Speciale Quirinale: vincitori e vinti

- di: Redazione
 
Mentre Sergio Mattarella vede davanti a sé giorni complicati (non per la rielezione, ma per dovere riaprire gli scatoloni che ne avevano ufficializzato l'uscita dal Quirinale e che erano stati già portati nella casa presa in affitto nella Capitale), gli italiani giudicano il comportamento della classe politica, e il loro giudizio potrebbe non essere positivo per tutti.

Il primo vincitore è senza dubbio Sergio Mattarella, richiamato a furore di popolo a tornare al Quirinale da dove aveva fortissimamente voluto andare via. Non gli è stato concesso, non per la logica dell' ''usato sicuro'',  ma essenzialmente perché la sua presenza nei sette anni di mandato è stata rassicurante e, soprattutto, è stata garanzia che la Costituzione fosse rispettata da tutti. Non sappiamo se in cuor suo Mattarella considera a termine il nuovo mandato (da giurista non lo può fare), ma c'è da stare sicuri che i canoni seguiti nel settennato - anche quando qualche neofita della politica ne reclamava l'impeachment, mostrando spregiudicatezza, avventatezza e, soprattutto, ignoranza - sono di garanzia per tutti anche per il futuro. 

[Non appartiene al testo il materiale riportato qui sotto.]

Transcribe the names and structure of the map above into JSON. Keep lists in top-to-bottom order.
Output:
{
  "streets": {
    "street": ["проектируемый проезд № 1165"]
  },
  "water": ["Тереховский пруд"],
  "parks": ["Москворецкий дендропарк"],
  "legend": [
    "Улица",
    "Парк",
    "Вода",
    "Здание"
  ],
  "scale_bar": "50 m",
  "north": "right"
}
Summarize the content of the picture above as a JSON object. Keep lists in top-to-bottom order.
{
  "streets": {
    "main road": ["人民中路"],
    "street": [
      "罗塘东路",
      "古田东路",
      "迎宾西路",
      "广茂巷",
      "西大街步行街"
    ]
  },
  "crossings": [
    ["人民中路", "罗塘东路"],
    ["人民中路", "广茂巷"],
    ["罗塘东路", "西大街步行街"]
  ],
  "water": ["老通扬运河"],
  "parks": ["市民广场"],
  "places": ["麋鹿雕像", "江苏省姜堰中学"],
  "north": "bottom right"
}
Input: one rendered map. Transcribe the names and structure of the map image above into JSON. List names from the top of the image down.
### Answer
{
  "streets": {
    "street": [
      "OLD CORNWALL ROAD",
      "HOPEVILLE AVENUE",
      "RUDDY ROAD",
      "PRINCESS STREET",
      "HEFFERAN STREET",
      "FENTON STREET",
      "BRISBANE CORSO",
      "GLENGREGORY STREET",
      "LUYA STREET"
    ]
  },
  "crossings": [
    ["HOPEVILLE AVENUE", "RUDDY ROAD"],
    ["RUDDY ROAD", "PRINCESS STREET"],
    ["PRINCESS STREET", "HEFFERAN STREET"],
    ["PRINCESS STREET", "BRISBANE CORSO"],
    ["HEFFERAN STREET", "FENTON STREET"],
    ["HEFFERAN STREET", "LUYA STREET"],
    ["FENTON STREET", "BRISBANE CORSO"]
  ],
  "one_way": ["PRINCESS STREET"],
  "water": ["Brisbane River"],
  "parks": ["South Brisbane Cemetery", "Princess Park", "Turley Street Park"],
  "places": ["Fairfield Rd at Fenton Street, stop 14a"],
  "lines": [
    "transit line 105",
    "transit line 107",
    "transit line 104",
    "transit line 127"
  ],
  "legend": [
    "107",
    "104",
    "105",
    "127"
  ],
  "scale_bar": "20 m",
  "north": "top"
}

Di vinti ce ne sono parecchi

Il primo, per distacco, è Matteo Salvini, che pagherà un prezzo altissimo per il peccato di superbia nel quale è caduto, nella partita del Quirinale, pensando di potere dare lui le carte, pescandole da un mazzo truccato. Non per mancanza di onestà, ci mancherebbe altro, ma perché ha pensato di potere imporre a tutti - a cominciare dai suoi alleati - la sua linea, i suoi candidati. Una scelta che è stata politicamente sbagliata e che peserà sul futuro di Salvini e forse anche della Lega, che dovrà interrogarsi sul suo capo, che non ne imbrocca una da tempo immemorabile. 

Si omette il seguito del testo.